Source information Block Start

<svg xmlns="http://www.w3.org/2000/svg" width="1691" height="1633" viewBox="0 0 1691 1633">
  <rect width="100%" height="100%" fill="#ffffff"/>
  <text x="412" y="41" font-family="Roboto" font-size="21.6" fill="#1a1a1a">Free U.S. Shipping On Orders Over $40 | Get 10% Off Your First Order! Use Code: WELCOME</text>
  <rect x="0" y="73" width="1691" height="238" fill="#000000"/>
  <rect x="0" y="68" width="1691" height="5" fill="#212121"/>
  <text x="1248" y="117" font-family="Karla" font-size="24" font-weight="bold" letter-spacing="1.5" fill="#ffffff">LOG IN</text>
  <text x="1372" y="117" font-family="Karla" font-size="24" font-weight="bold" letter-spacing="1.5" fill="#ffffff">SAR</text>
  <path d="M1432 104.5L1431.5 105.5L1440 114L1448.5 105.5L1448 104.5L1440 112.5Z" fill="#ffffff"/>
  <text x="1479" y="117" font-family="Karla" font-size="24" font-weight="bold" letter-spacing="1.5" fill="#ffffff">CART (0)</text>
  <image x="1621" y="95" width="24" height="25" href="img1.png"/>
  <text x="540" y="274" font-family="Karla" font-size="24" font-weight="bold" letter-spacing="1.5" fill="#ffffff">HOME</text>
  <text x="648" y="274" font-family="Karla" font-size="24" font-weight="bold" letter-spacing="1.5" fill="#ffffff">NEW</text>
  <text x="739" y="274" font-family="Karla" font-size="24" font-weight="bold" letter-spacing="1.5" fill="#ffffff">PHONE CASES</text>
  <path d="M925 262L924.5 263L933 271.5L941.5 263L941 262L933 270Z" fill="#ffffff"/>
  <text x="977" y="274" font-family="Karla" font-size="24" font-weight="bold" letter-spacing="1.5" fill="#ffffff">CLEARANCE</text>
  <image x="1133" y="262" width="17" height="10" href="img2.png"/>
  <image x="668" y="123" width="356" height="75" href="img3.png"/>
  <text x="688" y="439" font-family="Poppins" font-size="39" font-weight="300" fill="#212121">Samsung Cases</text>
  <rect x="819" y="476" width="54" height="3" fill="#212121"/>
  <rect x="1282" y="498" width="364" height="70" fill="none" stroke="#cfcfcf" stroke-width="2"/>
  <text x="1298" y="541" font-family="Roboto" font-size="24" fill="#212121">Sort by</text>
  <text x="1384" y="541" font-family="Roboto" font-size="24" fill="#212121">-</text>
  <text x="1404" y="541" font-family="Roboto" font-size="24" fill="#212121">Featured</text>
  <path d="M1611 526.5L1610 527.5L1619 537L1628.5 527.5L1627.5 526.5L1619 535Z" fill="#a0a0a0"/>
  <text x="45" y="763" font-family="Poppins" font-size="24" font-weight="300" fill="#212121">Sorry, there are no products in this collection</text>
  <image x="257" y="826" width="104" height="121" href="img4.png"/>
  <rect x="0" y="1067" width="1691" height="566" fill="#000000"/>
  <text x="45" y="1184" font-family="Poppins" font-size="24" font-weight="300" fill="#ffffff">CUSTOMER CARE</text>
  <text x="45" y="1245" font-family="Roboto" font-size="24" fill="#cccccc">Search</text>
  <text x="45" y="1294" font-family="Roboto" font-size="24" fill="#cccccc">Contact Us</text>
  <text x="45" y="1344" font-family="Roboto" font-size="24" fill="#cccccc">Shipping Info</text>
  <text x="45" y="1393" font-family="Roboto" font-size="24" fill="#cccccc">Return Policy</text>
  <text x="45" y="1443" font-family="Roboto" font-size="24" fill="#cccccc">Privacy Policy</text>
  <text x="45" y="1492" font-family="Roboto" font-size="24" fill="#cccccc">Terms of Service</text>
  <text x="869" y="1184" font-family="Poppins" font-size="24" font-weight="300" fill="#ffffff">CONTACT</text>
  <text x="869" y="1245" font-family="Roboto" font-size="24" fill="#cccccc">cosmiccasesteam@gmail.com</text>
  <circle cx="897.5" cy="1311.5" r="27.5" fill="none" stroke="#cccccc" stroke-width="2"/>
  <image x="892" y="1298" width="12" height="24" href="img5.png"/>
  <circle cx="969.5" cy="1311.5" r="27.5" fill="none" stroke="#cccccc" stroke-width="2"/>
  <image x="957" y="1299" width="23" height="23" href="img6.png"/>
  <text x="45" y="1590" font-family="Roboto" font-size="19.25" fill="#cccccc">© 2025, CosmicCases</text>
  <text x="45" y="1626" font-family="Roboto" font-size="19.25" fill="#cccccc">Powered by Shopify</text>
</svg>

Source information Block End

§ **Task objective**
Give back, word for word, only the lines above from the line holding "526.5L1610 527.5L1619 537L1628.5" to the line holding "in this collection</text>", both included.

§ **Response to the task**
  <path d="M1611 526.5L1610 527.5L1619 537L1628.5 527.5L1627.5 526.5L1619 535Z" fill="#a0a0a0"/>
  <text x="45" y="763" font-family="Poppins" font-size="24" font-weight="300" fill="#212121">Sorry, there are no products in this collection</text>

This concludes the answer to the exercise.